Bart started out following in his father’s footsteps and became a fervent Christian in his teens and began his own ministry and encountered a 9-year old child who had been gang-raped and “who rejected Christianity after her Sunday school teacher said God could have stopped the act but allowed it for a reason.” Bart struggled with this issue and concluded that this was not acceptable and the only way to understand this horrible experience was to conclude that god could not totally control everything that happened.
Giving up belief in god’s omnipotence started the slide.
Next he encountered gay roommates in college and decided that they could not be evil whatever the Bible said. So he had abandoned the authority of the Bible too.
The last step was when he could not accept that his nonbeliever friends would suffer in hell for eternity. So he became a universalist who thinks that everyone is saved.
But his triad of heresies made him unwelcome in evangelical circles and led to the final straw.

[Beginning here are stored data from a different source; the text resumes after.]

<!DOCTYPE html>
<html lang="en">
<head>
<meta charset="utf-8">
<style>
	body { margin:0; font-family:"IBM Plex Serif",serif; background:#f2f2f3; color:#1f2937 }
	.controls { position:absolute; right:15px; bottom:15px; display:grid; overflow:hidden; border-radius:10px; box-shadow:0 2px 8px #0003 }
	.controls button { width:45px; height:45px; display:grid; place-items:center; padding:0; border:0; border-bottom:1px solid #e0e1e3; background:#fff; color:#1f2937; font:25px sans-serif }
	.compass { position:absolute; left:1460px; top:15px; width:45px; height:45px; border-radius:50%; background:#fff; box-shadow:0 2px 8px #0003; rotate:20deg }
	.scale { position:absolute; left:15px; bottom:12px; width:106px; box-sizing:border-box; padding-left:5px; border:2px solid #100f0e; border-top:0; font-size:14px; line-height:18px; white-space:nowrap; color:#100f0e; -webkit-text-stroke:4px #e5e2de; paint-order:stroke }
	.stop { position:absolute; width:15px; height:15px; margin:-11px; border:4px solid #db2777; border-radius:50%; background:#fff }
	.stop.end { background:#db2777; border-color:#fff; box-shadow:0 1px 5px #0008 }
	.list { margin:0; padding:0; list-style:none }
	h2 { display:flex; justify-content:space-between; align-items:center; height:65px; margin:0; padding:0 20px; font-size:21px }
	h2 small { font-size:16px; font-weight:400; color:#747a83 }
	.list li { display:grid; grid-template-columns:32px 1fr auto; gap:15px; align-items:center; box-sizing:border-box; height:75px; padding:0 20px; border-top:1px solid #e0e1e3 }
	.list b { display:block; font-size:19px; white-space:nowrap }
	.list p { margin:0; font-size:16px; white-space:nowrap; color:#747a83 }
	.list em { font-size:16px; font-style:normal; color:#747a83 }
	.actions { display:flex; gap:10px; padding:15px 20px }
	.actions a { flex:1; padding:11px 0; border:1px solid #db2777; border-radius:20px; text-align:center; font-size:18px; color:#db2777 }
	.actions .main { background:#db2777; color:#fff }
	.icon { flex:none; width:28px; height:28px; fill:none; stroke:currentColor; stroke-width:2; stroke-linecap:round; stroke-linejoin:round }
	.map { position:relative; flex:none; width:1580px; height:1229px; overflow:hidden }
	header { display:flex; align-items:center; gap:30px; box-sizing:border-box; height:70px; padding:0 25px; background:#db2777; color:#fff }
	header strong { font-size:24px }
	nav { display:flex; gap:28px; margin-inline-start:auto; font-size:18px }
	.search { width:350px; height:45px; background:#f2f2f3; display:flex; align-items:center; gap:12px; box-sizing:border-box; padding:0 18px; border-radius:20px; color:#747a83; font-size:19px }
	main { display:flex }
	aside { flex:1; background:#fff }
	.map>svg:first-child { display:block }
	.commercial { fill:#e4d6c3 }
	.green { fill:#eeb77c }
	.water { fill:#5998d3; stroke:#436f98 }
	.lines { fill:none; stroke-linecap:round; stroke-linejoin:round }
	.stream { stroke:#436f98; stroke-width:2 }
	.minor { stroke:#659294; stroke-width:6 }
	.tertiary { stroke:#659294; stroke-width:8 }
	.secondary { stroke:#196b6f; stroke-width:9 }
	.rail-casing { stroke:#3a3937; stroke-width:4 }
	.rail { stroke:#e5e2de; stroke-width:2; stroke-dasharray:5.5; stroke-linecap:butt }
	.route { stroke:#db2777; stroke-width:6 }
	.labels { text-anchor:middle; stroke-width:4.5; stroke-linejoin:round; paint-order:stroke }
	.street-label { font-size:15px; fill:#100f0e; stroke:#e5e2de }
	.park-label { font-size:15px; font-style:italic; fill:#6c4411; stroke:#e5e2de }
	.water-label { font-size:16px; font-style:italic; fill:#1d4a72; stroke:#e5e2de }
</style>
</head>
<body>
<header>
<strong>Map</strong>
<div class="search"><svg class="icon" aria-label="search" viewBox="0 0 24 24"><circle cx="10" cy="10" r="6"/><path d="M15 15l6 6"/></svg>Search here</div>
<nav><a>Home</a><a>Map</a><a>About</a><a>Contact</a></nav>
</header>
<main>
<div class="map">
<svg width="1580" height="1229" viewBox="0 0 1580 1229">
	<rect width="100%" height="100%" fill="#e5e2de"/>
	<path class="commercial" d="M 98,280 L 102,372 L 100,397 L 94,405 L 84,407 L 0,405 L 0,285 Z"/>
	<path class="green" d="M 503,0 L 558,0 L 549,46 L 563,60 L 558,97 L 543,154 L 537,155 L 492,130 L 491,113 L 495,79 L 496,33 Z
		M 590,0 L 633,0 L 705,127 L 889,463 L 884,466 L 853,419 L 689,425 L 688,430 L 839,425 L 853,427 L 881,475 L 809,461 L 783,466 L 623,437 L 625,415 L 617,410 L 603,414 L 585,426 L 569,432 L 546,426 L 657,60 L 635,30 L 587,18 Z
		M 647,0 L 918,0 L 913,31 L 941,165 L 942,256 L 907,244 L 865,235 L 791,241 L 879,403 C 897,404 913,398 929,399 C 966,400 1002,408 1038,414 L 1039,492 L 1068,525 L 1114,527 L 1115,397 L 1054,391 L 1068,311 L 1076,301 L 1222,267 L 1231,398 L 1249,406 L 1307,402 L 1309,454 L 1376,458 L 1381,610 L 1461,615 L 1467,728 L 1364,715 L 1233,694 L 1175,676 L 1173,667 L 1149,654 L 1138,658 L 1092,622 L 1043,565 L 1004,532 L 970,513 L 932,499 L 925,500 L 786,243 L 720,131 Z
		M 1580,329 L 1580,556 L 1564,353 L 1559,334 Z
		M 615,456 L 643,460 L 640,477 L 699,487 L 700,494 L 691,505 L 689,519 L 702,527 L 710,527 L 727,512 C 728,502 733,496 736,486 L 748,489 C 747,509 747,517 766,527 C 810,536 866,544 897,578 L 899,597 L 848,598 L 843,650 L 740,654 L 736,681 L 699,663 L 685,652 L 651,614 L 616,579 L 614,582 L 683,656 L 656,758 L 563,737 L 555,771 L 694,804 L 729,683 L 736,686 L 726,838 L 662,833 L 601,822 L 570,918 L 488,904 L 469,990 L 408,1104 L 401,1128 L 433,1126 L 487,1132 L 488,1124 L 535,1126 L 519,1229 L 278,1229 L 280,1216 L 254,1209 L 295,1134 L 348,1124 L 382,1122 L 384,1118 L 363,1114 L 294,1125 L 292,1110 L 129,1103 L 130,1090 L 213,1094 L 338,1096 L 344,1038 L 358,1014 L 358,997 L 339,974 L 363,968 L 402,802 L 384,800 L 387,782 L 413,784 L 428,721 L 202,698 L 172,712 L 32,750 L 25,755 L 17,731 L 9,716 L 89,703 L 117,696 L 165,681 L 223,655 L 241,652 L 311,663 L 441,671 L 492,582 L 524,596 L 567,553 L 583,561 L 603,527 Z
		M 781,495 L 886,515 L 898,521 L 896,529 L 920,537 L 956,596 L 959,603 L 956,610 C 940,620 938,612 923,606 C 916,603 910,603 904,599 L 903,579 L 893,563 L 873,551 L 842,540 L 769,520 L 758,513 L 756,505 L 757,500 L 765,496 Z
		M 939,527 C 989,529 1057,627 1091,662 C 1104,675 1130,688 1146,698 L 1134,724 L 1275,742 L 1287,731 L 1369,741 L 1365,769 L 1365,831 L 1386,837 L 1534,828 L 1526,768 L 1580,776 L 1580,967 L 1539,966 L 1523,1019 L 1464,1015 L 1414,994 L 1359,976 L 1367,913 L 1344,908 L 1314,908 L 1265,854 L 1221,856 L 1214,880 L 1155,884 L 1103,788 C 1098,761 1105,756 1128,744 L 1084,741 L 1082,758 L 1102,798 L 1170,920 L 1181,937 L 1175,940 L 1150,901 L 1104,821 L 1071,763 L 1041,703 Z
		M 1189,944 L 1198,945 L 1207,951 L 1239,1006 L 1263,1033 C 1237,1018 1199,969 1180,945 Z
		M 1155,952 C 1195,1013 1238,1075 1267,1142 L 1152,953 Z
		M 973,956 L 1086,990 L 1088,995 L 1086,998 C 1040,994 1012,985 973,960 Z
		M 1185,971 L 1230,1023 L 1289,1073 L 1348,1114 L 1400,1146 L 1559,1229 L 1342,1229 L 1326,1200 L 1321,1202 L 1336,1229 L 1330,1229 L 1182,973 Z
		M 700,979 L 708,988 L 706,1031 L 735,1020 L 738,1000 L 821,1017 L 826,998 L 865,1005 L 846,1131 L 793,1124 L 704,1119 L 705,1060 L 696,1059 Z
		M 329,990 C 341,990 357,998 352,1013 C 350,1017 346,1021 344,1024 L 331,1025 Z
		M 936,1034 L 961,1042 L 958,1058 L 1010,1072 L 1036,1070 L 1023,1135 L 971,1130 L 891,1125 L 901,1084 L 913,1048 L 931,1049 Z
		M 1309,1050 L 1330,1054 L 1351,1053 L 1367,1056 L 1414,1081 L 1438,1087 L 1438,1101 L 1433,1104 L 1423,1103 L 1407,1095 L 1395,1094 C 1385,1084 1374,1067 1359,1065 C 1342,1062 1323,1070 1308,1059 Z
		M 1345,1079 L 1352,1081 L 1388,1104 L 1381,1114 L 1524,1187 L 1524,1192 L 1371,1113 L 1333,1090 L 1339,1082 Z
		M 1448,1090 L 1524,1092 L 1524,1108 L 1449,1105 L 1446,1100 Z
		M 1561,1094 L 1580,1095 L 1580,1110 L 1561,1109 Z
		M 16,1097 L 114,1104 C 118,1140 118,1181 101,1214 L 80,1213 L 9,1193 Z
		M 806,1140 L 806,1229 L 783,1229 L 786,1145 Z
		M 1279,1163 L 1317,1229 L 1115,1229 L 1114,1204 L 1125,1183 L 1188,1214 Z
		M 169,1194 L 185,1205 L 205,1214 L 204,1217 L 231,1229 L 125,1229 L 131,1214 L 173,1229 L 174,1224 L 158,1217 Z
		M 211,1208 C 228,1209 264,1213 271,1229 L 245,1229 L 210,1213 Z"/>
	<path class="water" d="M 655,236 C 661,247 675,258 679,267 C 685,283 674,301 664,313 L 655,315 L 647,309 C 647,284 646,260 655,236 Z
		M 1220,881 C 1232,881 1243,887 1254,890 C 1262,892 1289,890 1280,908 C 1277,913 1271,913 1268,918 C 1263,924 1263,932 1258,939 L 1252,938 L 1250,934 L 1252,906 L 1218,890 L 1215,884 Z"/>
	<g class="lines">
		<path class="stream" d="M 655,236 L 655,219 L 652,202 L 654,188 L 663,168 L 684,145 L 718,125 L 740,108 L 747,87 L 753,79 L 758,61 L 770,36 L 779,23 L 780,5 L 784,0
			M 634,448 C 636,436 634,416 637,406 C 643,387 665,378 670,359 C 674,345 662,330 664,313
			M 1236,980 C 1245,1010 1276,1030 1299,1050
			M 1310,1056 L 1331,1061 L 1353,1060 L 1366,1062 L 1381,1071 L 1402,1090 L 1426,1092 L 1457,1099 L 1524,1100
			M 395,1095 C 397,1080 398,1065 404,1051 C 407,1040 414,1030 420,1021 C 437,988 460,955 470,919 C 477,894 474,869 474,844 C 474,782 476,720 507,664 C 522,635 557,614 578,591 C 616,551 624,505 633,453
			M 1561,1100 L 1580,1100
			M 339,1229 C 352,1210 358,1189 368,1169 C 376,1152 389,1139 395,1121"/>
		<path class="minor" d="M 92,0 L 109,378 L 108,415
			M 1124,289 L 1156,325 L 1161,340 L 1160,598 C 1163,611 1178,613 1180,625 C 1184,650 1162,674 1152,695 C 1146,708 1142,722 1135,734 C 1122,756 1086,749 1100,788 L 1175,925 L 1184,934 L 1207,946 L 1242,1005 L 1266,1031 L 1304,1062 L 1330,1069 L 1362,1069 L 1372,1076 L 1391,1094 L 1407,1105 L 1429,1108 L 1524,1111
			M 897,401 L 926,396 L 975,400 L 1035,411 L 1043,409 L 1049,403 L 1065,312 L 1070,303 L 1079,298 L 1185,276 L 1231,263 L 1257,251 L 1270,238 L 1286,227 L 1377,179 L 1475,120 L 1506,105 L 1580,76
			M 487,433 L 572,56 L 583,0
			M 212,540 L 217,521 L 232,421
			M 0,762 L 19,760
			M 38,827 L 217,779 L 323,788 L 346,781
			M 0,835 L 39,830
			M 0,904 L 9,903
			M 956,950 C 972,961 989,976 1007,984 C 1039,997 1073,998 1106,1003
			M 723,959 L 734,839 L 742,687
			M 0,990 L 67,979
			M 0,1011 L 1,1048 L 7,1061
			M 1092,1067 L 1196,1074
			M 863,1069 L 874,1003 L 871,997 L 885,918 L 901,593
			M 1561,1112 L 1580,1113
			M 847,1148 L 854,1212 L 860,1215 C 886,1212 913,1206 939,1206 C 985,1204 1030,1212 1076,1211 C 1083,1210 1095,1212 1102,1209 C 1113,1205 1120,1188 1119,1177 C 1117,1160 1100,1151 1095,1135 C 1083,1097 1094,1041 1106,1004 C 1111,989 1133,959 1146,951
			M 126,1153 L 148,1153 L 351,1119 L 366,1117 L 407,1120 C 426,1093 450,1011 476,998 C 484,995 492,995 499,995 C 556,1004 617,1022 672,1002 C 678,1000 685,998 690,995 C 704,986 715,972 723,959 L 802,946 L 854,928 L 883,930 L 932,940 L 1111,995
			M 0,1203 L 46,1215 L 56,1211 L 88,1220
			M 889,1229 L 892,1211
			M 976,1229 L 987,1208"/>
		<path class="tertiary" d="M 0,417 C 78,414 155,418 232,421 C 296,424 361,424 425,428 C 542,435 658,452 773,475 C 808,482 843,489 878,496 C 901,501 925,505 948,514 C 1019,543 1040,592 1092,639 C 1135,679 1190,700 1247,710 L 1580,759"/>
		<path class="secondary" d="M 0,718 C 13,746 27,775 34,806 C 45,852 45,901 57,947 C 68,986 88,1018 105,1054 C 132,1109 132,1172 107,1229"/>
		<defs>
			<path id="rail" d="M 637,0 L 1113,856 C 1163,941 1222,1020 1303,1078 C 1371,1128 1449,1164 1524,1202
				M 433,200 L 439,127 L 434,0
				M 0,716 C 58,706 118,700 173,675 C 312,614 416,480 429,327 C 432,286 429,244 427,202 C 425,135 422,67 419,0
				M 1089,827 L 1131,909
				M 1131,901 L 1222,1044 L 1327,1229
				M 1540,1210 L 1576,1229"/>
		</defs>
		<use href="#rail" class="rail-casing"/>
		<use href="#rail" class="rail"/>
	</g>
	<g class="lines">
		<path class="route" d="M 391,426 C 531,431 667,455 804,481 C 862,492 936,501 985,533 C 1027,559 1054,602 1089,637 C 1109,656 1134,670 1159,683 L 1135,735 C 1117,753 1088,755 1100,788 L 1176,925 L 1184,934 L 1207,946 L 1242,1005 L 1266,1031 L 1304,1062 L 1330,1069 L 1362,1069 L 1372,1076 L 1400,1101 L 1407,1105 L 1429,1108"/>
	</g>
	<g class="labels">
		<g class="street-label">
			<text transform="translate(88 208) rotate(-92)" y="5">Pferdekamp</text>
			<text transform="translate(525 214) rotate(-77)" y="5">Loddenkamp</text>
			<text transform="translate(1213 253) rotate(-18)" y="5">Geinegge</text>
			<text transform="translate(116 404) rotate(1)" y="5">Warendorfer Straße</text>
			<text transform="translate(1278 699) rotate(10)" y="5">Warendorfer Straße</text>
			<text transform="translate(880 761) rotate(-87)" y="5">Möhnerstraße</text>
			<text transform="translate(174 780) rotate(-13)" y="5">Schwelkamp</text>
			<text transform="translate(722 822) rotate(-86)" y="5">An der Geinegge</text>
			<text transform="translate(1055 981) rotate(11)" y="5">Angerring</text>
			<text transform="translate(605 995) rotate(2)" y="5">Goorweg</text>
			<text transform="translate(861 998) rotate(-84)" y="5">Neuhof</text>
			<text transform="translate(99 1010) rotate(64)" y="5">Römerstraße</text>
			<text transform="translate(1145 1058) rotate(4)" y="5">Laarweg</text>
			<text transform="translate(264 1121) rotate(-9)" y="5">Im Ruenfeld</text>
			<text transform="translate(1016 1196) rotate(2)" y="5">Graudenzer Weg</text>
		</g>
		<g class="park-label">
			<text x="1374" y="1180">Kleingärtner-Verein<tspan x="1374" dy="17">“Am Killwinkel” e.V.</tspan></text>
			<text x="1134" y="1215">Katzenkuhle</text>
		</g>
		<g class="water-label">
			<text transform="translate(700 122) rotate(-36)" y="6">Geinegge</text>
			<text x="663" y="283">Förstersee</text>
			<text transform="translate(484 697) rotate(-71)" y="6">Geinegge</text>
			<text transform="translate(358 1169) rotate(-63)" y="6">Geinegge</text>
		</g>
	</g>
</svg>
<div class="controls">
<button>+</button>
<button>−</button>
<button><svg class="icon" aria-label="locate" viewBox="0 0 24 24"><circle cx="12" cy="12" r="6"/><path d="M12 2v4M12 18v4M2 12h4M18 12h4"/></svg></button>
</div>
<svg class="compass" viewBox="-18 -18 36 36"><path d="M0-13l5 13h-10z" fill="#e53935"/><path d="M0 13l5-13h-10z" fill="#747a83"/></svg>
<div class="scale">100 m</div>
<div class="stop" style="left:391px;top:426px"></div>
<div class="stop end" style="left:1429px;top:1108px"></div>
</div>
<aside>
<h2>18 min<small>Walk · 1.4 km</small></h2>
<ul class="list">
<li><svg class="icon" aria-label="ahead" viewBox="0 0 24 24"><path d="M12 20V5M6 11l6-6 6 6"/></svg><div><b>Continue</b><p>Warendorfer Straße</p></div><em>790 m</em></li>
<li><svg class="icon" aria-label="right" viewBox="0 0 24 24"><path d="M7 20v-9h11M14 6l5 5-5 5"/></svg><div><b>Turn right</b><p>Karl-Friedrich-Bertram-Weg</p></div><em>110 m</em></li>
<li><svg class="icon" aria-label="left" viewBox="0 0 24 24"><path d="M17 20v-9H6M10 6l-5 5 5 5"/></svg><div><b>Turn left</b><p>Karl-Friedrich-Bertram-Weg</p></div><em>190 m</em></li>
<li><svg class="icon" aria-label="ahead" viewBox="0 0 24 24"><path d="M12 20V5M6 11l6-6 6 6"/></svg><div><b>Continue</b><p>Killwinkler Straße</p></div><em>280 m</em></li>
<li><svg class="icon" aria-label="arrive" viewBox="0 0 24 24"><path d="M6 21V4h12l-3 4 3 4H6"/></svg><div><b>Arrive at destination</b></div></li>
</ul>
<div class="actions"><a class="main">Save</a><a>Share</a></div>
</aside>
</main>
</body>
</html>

“I started rejecting the supernatural stuff, the orthodoxy. I no longer believed God does miracles or that Jesus was raised from the dead or that other religions were false,” he said. “My Christianity had died the death of a thousand nicks and cuts.”
But it wasn’t until the biking accident in 2011 that Bart lost whatever remained of his tattered faith. “While recovering, I thought, ‘When this body dies, I think that will be the end of Bart Campolo. I don’t think I will be going anywhere. I don’t believe in eternal life in that way anymore.’”
I suspect that this killing of faith by slowly abandoning one doctrine after another because they are incompatible with one’s values is a very common path to nonbelief.